** INPUT DATA follows **
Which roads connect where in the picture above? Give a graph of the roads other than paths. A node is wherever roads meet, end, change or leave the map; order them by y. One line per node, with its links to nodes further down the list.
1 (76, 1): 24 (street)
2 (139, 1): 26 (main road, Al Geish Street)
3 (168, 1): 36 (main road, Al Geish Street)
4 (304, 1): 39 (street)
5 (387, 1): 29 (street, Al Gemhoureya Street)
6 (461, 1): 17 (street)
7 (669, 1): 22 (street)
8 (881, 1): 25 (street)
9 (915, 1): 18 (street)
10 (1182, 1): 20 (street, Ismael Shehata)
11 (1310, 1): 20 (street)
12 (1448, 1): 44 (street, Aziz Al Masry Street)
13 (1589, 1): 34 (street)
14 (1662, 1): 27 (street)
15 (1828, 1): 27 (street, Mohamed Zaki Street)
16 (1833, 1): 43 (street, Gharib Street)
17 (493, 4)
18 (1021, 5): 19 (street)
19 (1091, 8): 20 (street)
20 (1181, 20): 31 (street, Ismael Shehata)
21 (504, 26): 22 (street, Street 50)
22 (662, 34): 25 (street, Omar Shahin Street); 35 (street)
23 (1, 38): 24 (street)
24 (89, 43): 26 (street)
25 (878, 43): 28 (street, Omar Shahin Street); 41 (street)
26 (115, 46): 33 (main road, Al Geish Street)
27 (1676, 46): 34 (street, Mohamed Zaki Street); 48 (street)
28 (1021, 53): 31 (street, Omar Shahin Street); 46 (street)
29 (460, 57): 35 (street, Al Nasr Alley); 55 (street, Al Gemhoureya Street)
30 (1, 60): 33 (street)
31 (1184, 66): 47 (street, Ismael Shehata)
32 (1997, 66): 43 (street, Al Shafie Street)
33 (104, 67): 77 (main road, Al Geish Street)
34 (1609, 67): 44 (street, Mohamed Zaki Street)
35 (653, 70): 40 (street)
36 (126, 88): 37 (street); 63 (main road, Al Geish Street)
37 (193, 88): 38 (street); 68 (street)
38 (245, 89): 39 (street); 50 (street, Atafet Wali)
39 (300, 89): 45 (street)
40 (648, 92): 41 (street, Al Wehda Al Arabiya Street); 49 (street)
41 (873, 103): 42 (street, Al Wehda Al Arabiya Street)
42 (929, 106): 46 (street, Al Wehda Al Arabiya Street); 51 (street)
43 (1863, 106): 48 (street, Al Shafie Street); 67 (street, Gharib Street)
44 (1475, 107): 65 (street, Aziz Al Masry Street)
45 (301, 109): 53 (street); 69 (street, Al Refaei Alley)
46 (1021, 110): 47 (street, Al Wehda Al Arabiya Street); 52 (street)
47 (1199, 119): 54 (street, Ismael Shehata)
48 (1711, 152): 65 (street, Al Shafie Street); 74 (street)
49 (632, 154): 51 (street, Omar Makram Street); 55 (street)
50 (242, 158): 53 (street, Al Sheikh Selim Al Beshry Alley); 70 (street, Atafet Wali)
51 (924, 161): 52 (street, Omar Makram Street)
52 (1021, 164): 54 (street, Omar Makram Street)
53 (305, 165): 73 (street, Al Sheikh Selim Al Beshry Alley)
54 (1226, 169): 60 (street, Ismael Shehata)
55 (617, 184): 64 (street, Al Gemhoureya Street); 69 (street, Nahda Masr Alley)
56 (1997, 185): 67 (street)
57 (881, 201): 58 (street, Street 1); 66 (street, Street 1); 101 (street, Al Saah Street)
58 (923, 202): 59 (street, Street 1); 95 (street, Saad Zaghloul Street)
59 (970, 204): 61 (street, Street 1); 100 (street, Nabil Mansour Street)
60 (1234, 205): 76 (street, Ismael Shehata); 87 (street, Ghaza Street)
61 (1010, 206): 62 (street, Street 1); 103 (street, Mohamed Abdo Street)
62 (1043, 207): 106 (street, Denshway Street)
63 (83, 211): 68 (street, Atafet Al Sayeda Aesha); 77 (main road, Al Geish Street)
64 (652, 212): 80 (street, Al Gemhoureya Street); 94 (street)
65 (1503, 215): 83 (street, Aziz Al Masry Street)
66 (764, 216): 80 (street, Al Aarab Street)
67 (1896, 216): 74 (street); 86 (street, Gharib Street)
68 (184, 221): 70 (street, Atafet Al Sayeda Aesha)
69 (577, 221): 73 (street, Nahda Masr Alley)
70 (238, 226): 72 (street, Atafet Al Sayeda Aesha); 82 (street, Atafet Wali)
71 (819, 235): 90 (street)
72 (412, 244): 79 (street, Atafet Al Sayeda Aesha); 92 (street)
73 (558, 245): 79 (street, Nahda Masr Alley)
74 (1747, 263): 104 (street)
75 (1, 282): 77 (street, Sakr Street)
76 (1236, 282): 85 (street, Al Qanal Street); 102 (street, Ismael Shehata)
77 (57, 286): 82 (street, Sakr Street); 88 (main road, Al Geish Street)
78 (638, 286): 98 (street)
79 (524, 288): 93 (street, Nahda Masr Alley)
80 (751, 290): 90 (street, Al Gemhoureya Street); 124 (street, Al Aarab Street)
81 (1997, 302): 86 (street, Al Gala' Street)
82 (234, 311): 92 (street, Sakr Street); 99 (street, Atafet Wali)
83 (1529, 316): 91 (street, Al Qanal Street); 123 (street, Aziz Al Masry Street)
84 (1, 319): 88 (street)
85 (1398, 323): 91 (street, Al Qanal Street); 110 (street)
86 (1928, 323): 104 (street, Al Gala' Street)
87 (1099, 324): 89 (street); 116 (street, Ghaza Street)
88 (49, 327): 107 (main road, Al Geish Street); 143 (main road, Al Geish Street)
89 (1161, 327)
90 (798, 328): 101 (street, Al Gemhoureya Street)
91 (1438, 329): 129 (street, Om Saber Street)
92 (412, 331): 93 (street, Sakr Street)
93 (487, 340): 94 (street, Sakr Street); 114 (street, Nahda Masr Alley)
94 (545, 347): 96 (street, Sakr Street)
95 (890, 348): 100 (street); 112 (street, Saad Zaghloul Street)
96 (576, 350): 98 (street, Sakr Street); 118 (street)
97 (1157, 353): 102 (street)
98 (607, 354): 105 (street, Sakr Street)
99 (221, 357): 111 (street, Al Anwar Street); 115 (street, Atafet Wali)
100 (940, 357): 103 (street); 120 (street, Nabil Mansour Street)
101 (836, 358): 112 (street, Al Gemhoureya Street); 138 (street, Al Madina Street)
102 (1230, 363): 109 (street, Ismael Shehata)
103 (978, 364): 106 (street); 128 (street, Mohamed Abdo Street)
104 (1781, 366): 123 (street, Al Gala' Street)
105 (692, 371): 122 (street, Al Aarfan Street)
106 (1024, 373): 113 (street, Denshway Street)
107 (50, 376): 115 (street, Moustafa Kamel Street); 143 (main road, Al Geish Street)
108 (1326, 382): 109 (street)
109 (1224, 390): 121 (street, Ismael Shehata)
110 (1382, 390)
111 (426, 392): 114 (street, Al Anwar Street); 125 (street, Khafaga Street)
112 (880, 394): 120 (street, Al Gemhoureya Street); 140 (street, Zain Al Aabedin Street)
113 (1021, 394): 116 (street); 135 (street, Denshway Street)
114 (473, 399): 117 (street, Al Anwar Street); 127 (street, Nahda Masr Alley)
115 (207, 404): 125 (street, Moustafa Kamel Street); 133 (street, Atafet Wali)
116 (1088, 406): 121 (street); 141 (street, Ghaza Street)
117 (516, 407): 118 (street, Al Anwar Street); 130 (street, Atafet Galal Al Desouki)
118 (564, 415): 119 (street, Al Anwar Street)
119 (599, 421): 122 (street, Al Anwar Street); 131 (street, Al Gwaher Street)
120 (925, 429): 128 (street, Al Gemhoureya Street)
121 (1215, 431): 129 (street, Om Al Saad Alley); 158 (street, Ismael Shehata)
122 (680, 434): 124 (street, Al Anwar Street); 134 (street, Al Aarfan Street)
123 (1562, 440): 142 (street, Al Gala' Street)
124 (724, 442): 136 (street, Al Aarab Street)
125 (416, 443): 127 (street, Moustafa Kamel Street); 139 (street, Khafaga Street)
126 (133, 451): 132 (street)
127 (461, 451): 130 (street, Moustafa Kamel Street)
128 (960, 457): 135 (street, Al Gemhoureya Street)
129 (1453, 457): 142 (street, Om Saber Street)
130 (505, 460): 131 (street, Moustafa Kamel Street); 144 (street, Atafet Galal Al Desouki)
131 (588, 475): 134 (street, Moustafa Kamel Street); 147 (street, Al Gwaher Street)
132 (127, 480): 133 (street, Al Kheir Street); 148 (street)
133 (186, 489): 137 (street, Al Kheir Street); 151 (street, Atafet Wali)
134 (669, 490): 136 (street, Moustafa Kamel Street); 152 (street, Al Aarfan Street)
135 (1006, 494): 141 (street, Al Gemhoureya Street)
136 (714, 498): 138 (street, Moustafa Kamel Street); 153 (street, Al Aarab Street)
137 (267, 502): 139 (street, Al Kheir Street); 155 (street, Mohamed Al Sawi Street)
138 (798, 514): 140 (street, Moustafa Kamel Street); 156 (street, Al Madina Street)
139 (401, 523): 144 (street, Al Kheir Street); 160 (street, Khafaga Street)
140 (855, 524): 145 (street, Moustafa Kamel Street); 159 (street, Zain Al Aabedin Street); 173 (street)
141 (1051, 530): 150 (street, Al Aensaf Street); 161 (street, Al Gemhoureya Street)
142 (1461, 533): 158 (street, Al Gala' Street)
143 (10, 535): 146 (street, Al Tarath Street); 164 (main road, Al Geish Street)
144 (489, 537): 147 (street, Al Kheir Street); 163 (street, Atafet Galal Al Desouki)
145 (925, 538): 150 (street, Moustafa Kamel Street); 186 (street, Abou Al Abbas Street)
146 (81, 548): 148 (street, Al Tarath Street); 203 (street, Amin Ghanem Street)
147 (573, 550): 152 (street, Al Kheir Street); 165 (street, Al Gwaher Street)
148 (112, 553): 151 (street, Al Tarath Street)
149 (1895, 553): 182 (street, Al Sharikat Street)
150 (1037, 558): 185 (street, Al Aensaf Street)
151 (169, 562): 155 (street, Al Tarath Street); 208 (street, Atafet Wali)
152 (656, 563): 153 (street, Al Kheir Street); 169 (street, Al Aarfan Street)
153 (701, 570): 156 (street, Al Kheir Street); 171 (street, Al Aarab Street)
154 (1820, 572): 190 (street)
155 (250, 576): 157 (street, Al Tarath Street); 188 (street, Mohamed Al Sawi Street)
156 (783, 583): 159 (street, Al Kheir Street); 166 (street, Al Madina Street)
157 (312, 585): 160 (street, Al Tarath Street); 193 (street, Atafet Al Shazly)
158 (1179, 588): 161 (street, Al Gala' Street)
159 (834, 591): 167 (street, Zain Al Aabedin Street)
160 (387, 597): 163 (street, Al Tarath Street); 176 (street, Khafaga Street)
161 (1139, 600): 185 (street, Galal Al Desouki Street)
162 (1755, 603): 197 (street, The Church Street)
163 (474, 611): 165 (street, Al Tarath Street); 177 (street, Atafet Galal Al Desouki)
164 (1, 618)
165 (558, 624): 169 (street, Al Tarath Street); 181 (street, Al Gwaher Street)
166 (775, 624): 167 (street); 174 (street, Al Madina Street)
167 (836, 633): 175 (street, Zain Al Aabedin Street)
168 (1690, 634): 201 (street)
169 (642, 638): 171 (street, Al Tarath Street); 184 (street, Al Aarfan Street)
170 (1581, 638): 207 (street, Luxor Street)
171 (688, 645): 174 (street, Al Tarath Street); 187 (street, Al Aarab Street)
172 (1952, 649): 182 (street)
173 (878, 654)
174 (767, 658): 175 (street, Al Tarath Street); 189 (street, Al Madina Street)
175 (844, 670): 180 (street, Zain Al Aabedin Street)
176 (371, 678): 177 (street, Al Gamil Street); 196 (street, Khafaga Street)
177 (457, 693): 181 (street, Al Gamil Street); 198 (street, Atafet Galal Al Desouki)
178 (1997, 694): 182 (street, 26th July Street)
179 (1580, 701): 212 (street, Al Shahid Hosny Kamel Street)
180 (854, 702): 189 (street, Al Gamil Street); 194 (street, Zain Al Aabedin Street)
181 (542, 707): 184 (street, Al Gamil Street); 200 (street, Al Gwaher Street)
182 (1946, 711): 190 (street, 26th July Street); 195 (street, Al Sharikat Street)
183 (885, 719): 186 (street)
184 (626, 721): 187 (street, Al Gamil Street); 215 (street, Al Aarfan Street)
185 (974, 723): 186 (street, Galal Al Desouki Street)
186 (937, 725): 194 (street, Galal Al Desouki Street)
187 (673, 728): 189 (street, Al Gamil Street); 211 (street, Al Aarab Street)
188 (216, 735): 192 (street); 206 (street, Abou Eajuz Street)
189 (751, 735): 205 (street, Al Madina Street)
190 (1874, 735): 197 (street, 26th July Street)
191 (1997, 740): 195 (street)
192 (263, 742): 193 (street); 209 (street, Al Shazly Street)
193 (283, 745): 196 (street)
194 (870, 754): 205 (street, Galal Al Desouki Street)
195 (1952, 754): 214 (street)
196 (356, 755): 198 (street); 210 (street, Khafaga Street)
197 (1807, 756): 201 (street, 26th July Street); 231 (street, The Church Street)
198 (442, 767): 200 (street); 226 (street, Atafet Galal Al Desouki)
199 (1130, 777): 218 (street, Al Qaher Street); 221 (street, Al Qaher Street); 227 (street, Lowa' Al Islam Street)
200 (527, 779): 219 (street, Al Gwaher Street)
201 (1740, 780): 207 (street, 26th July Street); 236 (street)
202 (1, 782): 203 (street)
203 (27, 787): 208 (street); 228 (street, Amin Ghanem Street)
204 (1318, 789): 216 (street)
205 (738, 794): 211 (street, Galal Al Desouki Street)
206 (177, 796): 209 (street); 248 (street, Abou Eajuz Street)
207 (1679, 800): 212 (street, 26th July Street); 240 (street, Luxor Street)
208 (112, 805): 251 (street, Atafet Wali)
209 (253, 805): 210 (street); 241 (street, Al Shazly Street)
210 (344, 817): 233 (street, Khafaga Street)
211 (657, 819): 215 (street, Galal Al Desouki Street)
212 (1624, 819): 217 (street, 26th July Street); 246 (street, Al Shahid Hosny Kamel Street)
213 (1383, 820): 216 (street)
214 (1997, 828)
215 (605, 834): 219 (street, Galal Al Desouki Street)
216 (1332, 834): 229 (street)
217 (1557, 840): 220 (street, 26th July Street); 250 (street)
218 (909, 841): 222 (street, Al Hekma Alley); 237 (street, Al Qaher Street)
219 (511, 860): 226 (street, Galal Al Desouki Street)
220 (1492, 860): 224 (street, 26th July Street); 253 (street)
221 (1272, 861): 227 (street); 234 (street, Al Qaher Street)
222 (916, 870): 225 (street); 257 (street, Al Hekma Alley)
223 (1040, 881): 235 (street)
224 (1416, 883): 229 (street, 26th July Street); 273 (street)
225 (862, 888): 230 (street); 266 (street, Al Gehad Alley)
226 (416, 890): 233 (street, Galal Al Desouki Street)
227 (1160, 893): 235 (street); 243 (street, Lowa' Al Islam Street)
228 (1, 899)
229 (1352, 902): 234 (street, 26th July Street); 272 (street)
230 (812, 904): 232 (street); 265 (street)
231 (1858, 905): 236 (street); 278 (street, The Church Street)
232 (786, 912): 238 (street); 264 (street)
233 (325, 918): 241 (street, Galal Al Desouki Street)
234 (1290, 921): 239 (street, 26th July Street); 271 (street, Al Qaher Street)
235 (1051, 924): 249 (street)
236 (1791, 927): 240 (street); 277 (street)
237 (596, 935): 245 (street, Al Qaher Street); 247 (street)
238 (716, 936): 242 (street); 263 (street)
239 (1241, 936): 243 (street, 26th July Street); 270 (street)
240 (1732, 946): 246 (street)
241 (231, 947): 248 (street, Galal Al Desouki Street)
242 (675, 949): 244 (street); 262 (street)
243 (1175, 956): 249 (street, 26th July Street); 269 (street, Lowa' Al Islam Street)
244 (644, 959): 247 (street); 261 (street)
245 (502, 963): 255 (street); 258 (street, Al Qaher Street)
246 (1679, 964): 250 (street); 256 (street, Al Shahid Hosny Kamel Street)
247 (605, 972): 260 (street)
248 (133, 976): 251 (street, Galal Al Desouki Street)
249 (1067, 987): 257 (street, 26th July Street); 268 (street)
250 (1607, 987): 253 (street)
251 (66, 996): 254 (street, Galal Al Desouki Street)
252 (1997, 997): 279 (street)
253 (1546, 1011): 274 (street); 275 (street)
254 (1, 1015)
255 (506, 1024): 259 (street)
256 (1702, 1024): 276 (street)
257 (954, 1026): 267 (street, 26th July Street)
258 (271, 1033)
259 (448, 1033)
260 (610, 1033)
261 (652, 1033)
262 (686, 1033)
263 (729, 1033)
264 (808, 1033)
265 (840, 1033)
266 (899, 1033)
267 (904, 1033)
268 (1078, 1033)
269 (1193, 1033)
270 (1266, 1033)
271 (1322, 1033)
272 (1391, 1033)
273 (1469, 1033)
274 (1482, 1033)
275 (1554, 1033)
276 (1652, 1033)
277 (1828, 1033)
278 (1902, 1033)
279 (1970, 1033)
** End of INPUT DATA **
TASK GOAL:
Scan the material above for the word "Shahin". Copy each line where it occurs.

OUTPUT FOR THIS EXERCISE:
22 (662, 34): 25 (street, Omar Shahin Street); 35 (street)
25 (878, 43): 28 (street, Omar Shahin Street); 41 (street)
28 (1021, 53): 31 (street, Omar Shahin Street); 46 (street)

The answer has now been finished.